# [What you need to do]
Beginning at the line containing "Build a routing", print every line until the records end, keeping each exactly as it is.

# [Material supplied]

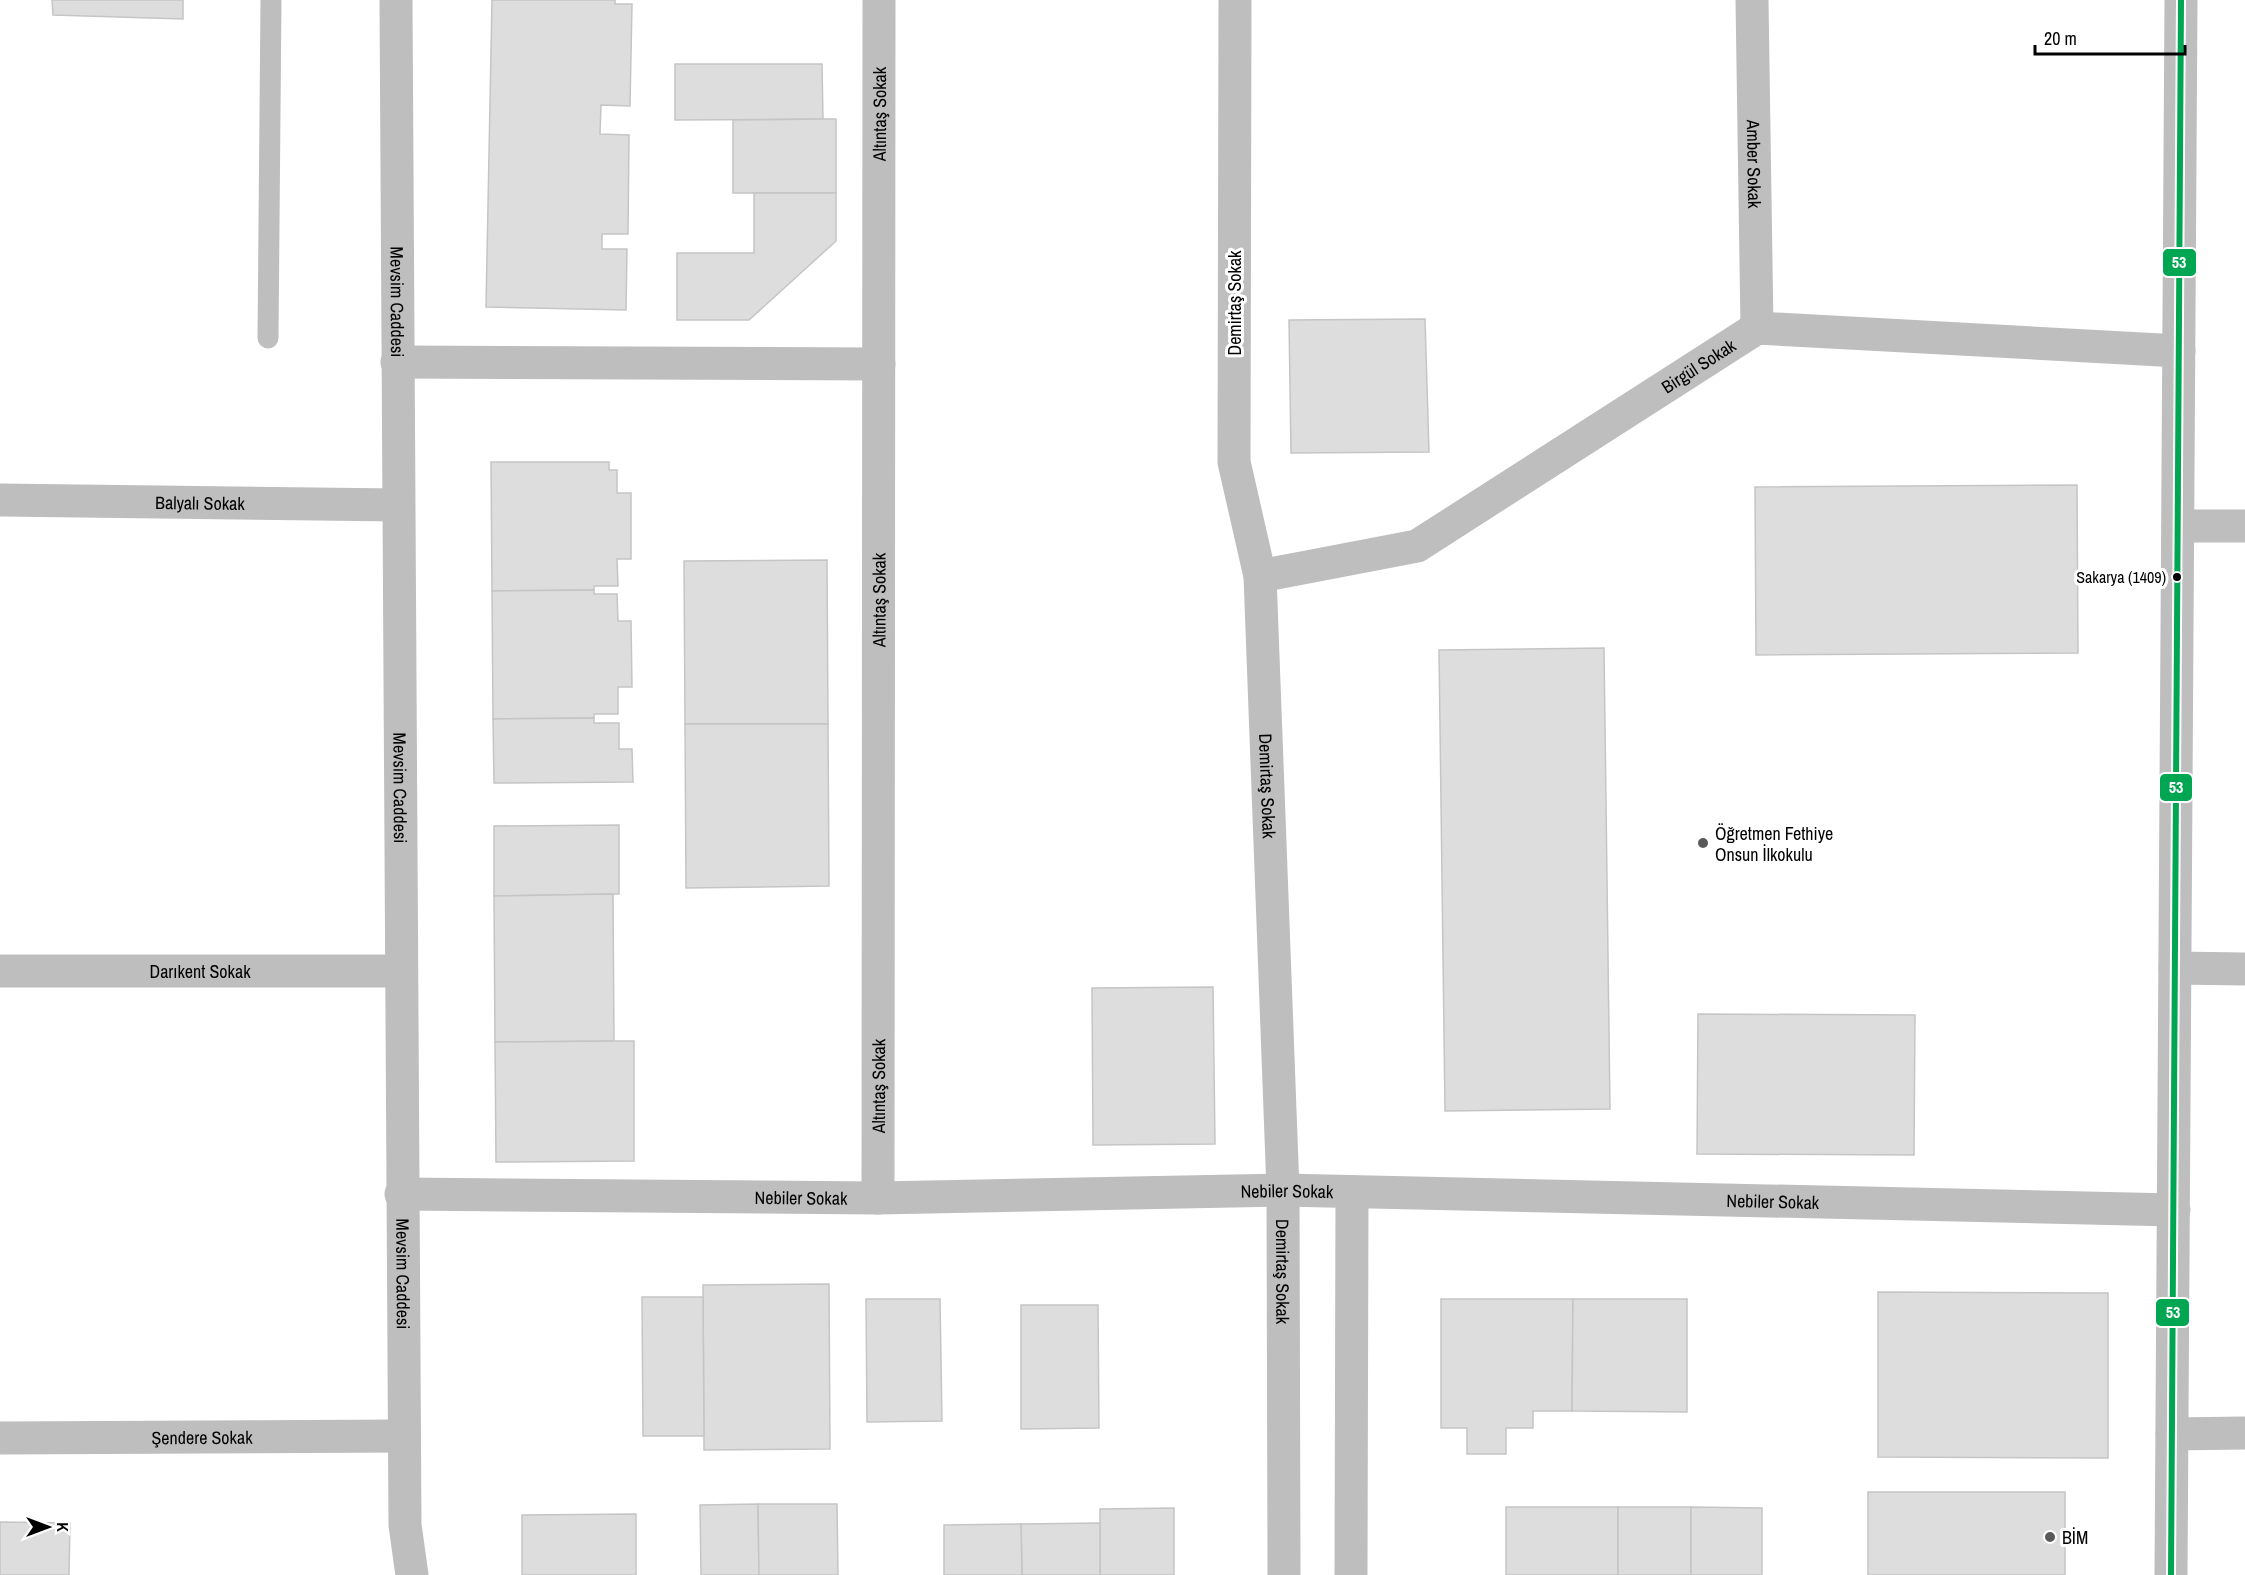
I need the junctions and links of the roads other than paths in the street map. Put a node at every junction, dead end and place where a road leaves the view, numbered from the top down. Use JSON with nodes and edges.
{"nodes":[{"id":1,"x":271,"y":0,"type":"edge"},
{"id":2,"x":396,"y":0,"type":"edge"},
{"id":3,"x":879,"y":0,"type":"edge"},
{"id":4,"x":1235,"y":0,"type":"edge"},
{"id":5,"x":1752,"y":0,"type":"edge"},
{"id":6,"x":2181,"y":0,"type":"edge"},
{"id":7,"x":1757,"y":328,"type":"junction"},
{"id":8,"x":268,"y":338,"type":"dead end"},
{"id":9,"x":2179,"y":351,"type":"junction"},
{"id":10,"x":397,"y":362,"type":"junction"},
{"id":11,"x":879,"y":364,"type":"junction"},
{"id":12,"x":0,"y":500,"type":"edge"},
{"id":13,"x":398,"y":505,"type":"junction"},
{"id":14,"x":2178,"y":526,"type":"junction"},
{"id":15,"x":2245,"y":526,"type":"edge"},
{"id":16,"x":1260,"y":576,"type":"junction"},
{"id":17,"x":2175,"y":968,"type":"junction"},
{"id":18,"x":2245,"y":969,"type":"edge"},
{"id":19,"x":0,"y":970,"type":"edge"},
{"id":20,"x":400,"y":972,"type":"junction"},
{"id":21,"x":1283,"y":1190,"type":"junction"},
{"id":22,"x":1352,"y":1192,"type":"junction"},
{"id":23,"x":401,"y":1194,"type":"junction"},
{"id":24,"x":878,"y":1198,"type":"junction"},
{"id":25,"x":2174,"y":1210,"type":"junction"},
{"id":26,"x":2245,"y":1433,"type":"edge"},
{"id":27,"x":2172,"y":1434,"type":"junction"},
{"id":28,"x":404,"y":1436,"type":"junction"},
{"id":29,"x":0,"y":1438,"type":"edge"},
{"id":30,"x":412,"y":1575,"type":"edge"},
{"id":31,"x":1284,"y":1575,"type":"edge"},
{"id":32,"x":1351,"y":1575,"type":"edge"},
{"id":33,"x":2171,"y":1575,"type":"edge"}],
"edges":[{"from":1,"to":8,"type":"lane"},
{"from":2,"to":10,"type":"street","name":"Mevsim Caddesi"},
{"from":3,"to":11,"type":"street","name":"Altıntaş Sokak"},
{"from":4,"to":16,"type":"street","name":"Demirtaş Sokak"},
{"from":5,"to":7,"type":"street","name":"Amber Sokak"},
{"from":6,"to":9,"type":"street"},
{"from":7,"to":9,"type":"street"},
{"from":7,"to":16,"type":"street","name":"Birgül Sokak"},
{"from":9,"to":14,"type":"street"},
{"from":10,"to":11,"type":"street"},
{"from":10,"to":13,"type":"street","name":"Mevsim Caddesi"},
{"from":11,"to":24,"type":"street","name":"Altıntaş Sokak"},
{"from":12,"to":13,"type":"street","name":"Balyalı Sokak"},
{"from":13,"to":20,"type":"street","name":"Mevsim Caddesi"},
{"from":14,"to":15,"type":"street"},
{"from":14,"to":17,"type":"street"},
{"from":16,"to":21,"type":"street","name":"Demirtaş Sokak"},
{"from":17,"to":18,"type":"street"},
{"from":17,"to":25,"type":"street"},
{"from":19,"to":20,"type":"street","name":"Darıkent Sokak"},
{"from":20,"to":23,"type":"street","name":"Mevsim Caddesi"},
{"from":21,"to":22,"type":"street","name":"Nebiler Sokak"},
{"from":21,"to":24,"type":"street","name":"Nebiler Sokak"},
{"from":21,"to":31,"type":"street","name":"Demirtaş Sokak"},
{"from":22,"to":25,"type":"street","name":"Nebiler Sokak"},
{"from":22,"to":32,"type":"street"},
{"from":23,"to":24,"type":"street","name":"Nebiler Sokak"},
{"from":23,"to":28,"type":"street","name":"Mevsim Caddesi"},
{"from":25,"to":27,"type":"street"},
{"from":26,"to":27,"type":"street"},
{"from":27,"to":33,"type":"street"},
{"from":28,"to":29,"type":"street","name":"Şendere Sokak"},
{"from":28,"to":30,"type":"street","name":"Mevsim Caddesi"}]}
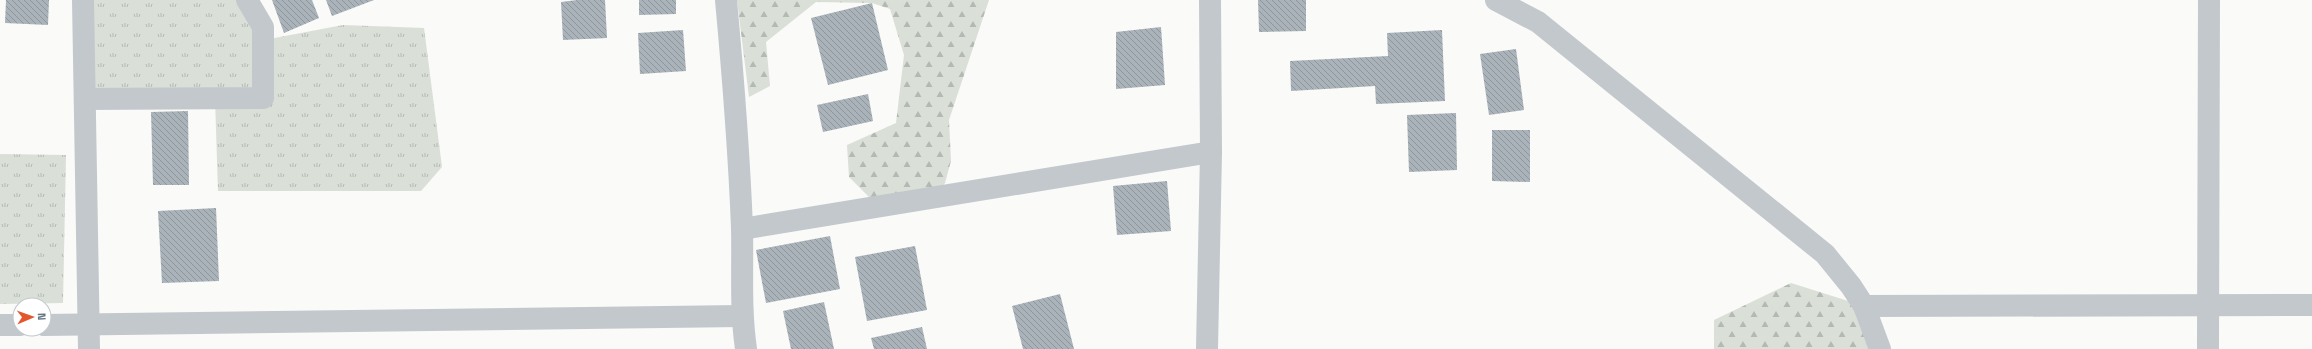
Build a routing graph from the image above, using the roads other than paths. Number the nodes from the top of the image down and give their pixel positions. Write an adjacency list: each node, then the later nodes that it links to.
1 (84, 0): 7 (street)
2 (247, 0): 7 (street)
3 (726, 0): 9 (street)
4 (1210, 0): 8 (street)
5 (1496, 0): 11 (street)
6 (2209, 0): 12 (street)
7 (85, 99): 17 (street)
8 (1211, 152): 9 (street); 20 (street)
9 (742, 230): 13 (street)
10 (2312, 305): 12 (street)
11 (1864, 306): 12 (street); 21 (street)
12 (2208, 306): 22 (street)
13 (741, 316): 17 (street); 19 (street)
14 (0, 325): 15 (street)
15 (12, 325)
16 (52, 325): 17 (street)
17 (89, 325): 18 (street)
18 (89, 349)
19 (746, 349)
20 (1207, 349)
21 (1880, 349)
22 (2208, 349)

# [Written answer]
Build a routing graph from the image above, using the roads other than paths. Number the nodes from the top of the image down and give their pixel positions. Write an adjacency list: each node, then the later nodes that it links to.
1 (84, 0): 7 (street)
2 (247, 0): 7 (street)
3 (726, 0): 9 (street)
4 (1210, 0): 8 (street)
5 (1496, 0): 11 (street)
6 (2209, 0): 12 (street)
7 (85, 99): 17 (street)
8 (1211, 152): 9 (street); 20 (street)
9 (742, 230): 13 (street)
10 (2312, 305): 12 (street)
11 (1864, 306): 12 (street); 21 (street)
12 (2208, 306): 22 (street)
13 (741, 316): 17 (street); 19 (street)
14 (0, 325): 15 (street)
15 (12, 325)
16 (52, 325): 17 (street)
17 (89, 325): 18 (street)
18 (89, 349)
19 (746, 349)
20 (1207, 349)
21 (1880, 349)
22 (2208, 349)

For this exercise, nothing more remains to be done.